About this exercise => The full set of entries needs to be reproduced exactly.

Saved data entries =>
_ _ _ _ _

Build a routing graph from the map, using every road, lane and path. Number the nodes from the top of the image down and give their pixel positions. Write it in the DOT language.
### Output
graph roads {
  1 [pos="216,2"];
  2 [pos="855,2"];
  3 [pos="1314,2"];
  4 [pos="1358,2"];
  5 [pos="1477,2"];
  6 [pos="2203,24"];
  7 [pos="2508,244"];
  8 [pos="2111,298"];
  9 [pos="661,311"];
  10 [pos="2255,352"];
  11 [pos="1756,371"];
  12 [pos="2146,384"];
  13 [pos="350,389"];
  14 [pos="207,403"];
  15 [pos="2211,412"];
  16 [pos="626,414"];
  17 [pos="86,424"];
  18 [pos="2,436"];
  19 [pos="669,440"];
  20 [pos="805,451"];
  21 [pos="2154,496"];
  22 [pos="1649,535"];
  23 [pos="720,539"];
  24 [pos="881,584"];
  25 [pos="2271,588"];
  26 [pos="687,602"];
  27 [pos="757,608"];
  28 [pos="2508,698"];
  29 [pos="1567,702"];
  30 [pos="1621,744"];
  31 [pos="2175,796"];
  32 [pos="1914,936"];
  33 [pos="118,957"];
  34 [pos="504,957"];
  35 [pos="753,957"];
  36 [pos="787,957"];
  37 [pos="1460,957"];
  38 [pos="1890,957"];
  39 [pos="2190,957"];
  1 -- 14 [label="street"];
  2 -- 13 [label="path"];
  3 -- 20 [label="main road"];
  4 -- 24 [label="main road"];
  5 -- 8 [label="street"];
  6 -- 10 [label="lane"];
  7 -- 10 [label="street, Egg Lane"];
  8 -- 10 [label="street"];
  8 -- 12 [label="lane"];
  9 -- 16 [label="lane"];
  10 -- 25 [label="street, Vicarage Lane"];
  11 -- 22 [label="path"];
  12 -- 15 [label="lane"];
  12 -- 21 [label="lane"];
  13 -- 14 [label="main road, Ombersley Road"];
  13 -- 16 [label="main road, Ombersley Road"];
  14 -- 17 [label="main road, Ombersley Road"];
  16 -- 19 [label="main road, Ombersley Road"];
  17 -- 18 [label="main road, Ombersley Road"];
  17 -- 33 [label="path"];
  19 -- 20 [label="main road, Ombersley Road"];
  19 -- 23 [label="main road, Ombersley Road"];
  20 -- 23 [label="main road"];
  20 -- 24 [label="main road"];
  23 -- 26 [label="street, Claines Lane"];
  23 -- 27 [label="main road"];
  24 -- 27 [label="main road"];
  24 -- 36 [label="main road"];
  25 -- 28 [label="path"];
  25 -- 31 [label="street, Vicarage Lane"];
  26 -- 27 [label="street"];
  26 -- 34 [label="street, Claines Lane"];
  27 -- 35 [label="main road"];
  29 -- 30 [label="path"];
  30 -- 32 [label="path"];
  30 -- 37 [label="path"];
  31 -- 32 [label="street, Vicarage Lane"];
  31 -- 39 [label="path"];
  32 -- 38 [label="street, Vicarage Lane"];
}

_ _ _ _ _

Solution for this task =>
Build a routing graph from the map, using every road, lane and path. Number the nodes from the top of the image down and give their pixel positions. Write it in the DOT language.
### Output
graph roads {
  1 [pos="216,2"];
  2 [pos="855,2"];
  3 [pos="1314,2"];
  4 [pos="1358,2"];
  5 [pos="1477,2"];
  6 [pos="2203,24"];
  7 [pos="2508,244"];
  8 [pos="2111,298"];
  9 [pos="661,311"];
  10 [pos="2255,352"];
  11 [pos="1756,371"];
  12 [pos="2146,384"];
  13 [pos="350,389"];
  14 [pos="207,403"];
  15 [pos="2211,412"];
  16 [pos="626,414"];
  17 [pos="86,424"];
  18 [pos="2,436"];
  19 [pos="669,440"];
  20 [pos="805,451"];
  21 [pos="2154,496"];
  22 [pos="1649,535"];
  23 [pos="720,539"];
  24 [pos="881,584"];
  25 [pos="2271,588"];
  26 [pos="687,602"];
  27 [pos="757,608"];
  28 [pos="2508,698"];
  29 [pos="1567,702"];
  30 [pos="1621,744"];
  31 [pos="2175,796"];
  32 [pos="1914,936"];
  33 [pos="118,957"];
  34 [pos="504,957"];
  35 [pos="753,957"];
  36 [pos="787,957"];
  37 [pos="1460,957"];
  38 [pos="1890,957"];
  39 [pos="2190,957"];
  1 -- 14 [label="street"];
  2 -- 13 [label="path"];
  3 -- 20 [label="main road"];
  4 -- 24 [label="main road"];
  5 -- 8 [label="street"];
  6 -- 10 [label="lane"];
  7 -- 10 [label="street, Egg Lane"];
  8 -- 10 [label="street"];
  8 -- 12 [label="lane"];
  9 -- 16 [label="lane"];
  10 -- 25 [label="street, Vicarage Lane"];
  11 -- 22 [label="path"];
  12 -- 15 [label="lane"];
  12 -- 21 [label="lane"];
  13 -- 14 [label="main road, Ombersley Road"];
  13 -- 16 [label="main road, Ombersley Road"];
  14 -- 17 [label="main road, Ombersley Road"];
  16 -- 19 [label="main road, Ombersley Road"];
  17 -- 18 [label="main road, Ombersley Road"];
  17 -- 33 [label="path"];
  19 -- 20 [label="main road, Ombersley Road"];
  19 -- 23 [label="main road, Ombersley Road"];
  20 -- 23 [label="main road"];
  20 -- 24 [label="main road"];
  23 -- 26 [label="street, Claines Lane"];
  23 -- 27 [label="main road"];
  24 -- 27 [label="main road"];
  24 -- 36 [label="main road"];
  25 -- 28 [label="path"];
  25 -- 31 [label="street, Vicarage Lane"];
  26 -- 27 [label="street"];
  26 -- 34 [label="street, Claines Lane"];
  27 -- 35 [label="main road"];
  29 -- 30 [label="path"];
  30 -- 32 [label="path"];
  30 -- 37 [label="path"];
  31 -- 32 [label="street, Vicarage Lane"];
  31 -- 39 [label="path"];
  32 -- 38 [label="street, Vicarage Lane"];
}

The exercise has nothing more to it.